This time last week, most of us hadn’t heard of Gina Coladangelo. But in the past six days the PR guru and millionaire lobbyist has beamed herself into the centre of one of the most salacious government scandals of the pandemic.
Pictures of the 43-year-old kissing Matt Hancock emerged on Friday, leading him to resign as health secretary and leave his wife and children. Coladangelo has reportedly left her husband and three children to “set up home” with her lover — she is believed to be in West Sussex — and former colleagues have since told the Standard they were “shocked but not surprised” about the affair, painting a colourful picture of a “charming” and “driven” woman who had “that confidence you see in ex-public schoolboys”.
Insiders are now scurrying to determine how long Hancock and his £15,000-a-year adviser have been having an affair.
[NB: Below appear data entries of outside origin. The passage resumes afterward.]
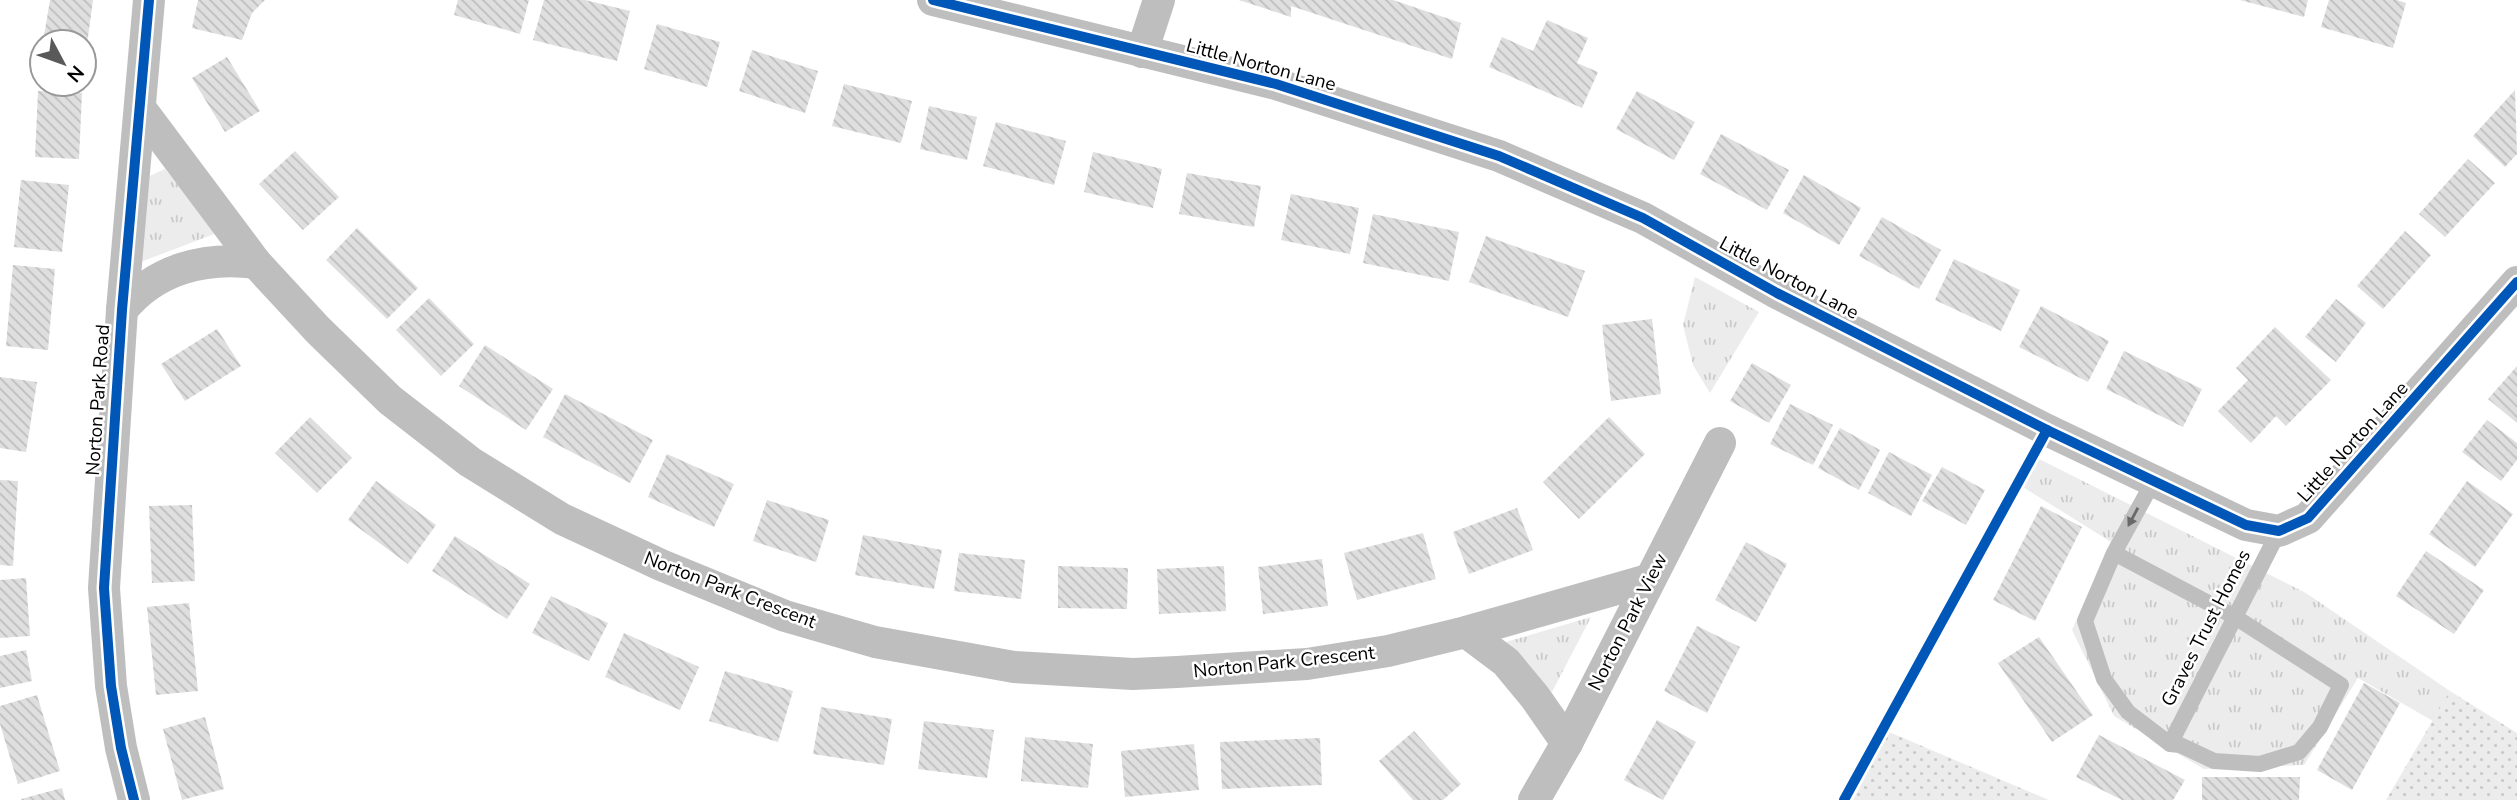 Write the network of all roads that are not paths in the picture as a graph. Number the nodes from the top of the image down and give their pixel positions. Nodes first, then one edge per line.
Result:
1 (149, 0) edge
2 (933, 0) edge
3 (1159, 0) edge
4 (1142, 52) junction
5 (140, 108) junction
6 (256, 263) junction
7 (2517, 282) edge
8 (122, 310) junction
9 (1720, 443) dead end
10 (2153, 482) junction
11 (2279, 531) junction
12 (2114, 553) junction
13 (1648, 580) junction
14 (2235, 617) junction
15 (1466, 632) junction
16 (1567, 743) junction
17 (2170, 744) junction
18 (134, 800) edge
19 (1534, 800) edge

1 - 5 street, Norton Park Road
2 - 4 street, Little Norton Lane
3 - 4 street
4 - 10 street, Little Norton Lane
5 - 6 street, Norton Park Crescent
5 - 8 street, Norton Park Road
6 - 8 street
6 - 15 street, Norton Park Crescent
7 - 11 street, Little Norton Lane
8 - 18 street, Norton Park Road
9 - 13 street, Norton Park View
10 - 11 street, Little Norton Lane
10 -> 12 lane, Graves Trust Homes
11 - 14 lane, Graves Trust Homes
12 - 14 lane
12 - 17 lane, Graves Trust Homes
13 - 15 street, Norton Park Crescent
13 - 16 street, Norton Park View
14 - 17 lane, Graves Trust Homes
14 - 17 lane, Graves Trust Homes
15 - 16 street
16 - 19 street, Norton Park View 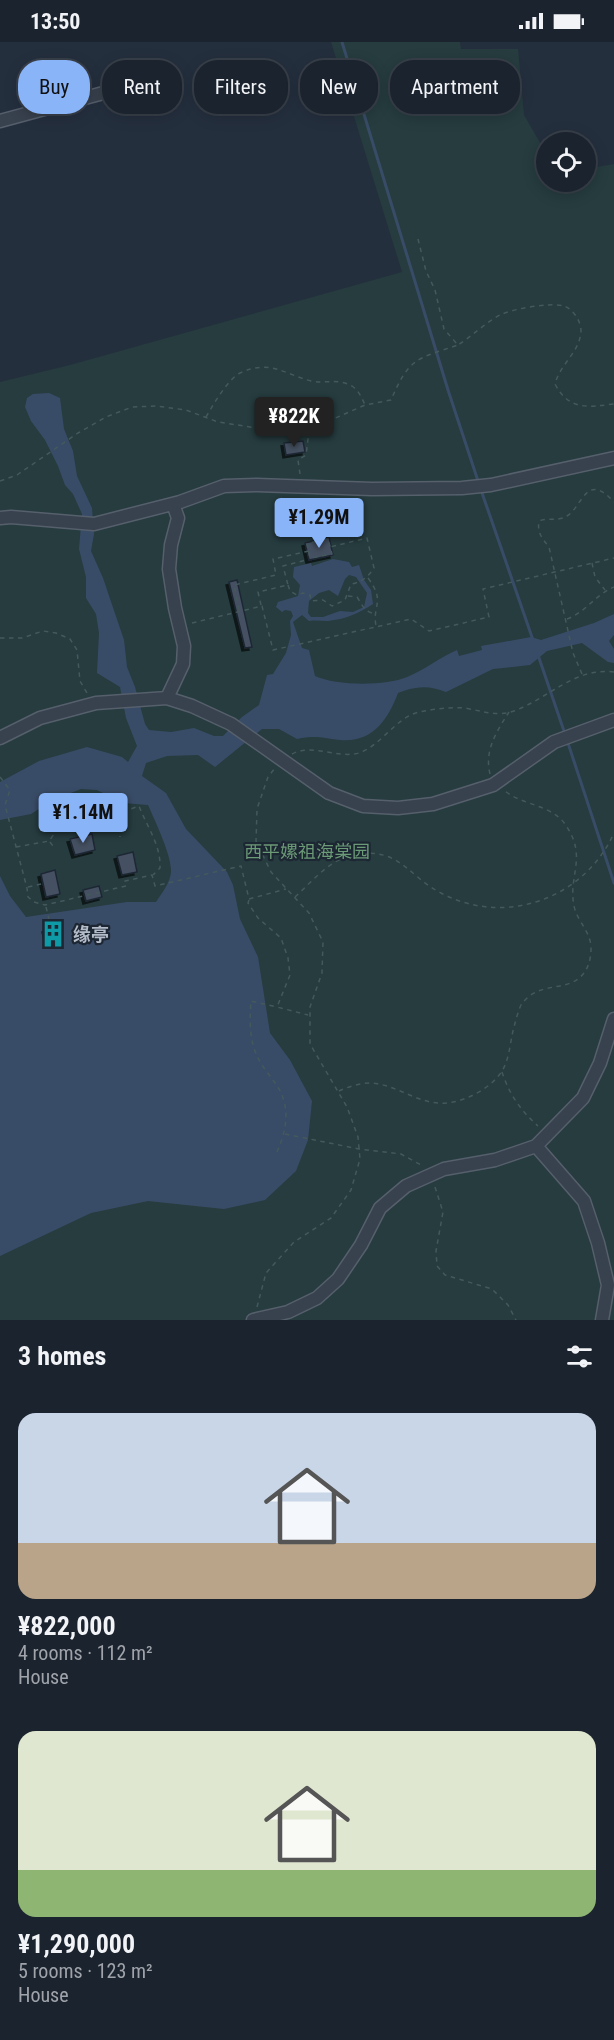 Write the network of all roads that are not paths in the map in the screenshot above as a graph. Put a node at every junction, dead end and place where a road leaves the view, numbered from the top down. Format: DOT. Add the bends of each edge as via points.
graph roads {
  1 [pos="102,93"];
  2 [pos="0,121"];
  3 [pos="614,459"];
  4 [pos="173,504"];
  5 [pos="0,518"];
  6 [pos="167,698"];
  7 [pos="614,720"];
  8 [pos="0,738"];
  9 [pos="614,1019"];
  10 [pos="536,1146"];
  11 [pos="254,1320"];
  12 [pos="602,1320"];
  1 -- 2 [label="street"];
  3 -- 4 [label="street" via="462,488 224,486"];
  4 -- 5 [label="street" via="94,524"];
  4 -- 6 [label="street" via="178,518 169,569 184,645 183,664"];
  6 -- 7 [label="street" via="231,724 329,793 363,806 398,808 433,804 496,782 554,742"];
  6 -- 8 [label="street" via="96,703 40,718"];
  9 -- 10 [label="street" via="600,1063 583,1098"];
  10 -- 11 [label="street" via="495,1160 444,1169 406,1186 380,1208 338,1279 317,1298 288,1312"];
  10 -- 12 [label="street" via="584,1201 608,1285"];
}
Did Boris Johnson’s health secretary really use public money to hire his mistress amid the worst health crisis of a generation?
The couple’s steamy clinch might have looked like a fledgling teenage romance, but they have a long history. The pair met at Oxford and both studied PPE, with friends saying Coladangelo was “way out of Matt Hancock’s league” at university. But they were also said to have been “inseparable” during their student radio days and remained close, Hancock reportedly celebrating Christmas with Coladangelo and her husband and relying on her for big decisions during lockdown. Some say the writing had been on the wall for some time.
“The longer the wait the sweeter the kiss,” reads one of a series of cryptic relationship-related posts Coladangelo shared on her Pinterest wall in May 2020, despite reportedly denying the affair when asked two years ago. Others at the centre of government say they were shocked when the story broke. “I had no idea something was going on, but they’ve always been incredibly close,” a former government staffer told the Standard yesterday. “We’ve probably all got those friends where you’ve known each other 20 years and have always been very, very closely platonic... something obviously just changed.”
So were there clues? And how did a minister’s old university pal get to the heart of government? Certainly, the story of the woman who wooed Whitehall starts with privileged beginnings. To those who knew her, Coladangelo was hardly the kind of character to end up in a scandal. “She was very composed and elegant,” says university peer and broadcast journalist Maxie Allen, who attended her “glamorous” 21st birthday party at her parents’ home in Royston, Hertfordshire. “Gina is not the sort of person to get drunk and make a scene.”
Coladangelo’s mother was a florist and her Italian father made his millions as CEO of pharmaceutical consultancy Rephine. Rino Coladangelo’s business was not the only early sign of his daughter’s future position in the health department: he was also a member of the Royal College of Physicians and managing director of an NHS hospital, while her younger brother, Roberto, 42, is an executive director at Partnering Health, which is understood to have been awarded contracts with the NHS since his sister’s appointment as Hancock’s adviser.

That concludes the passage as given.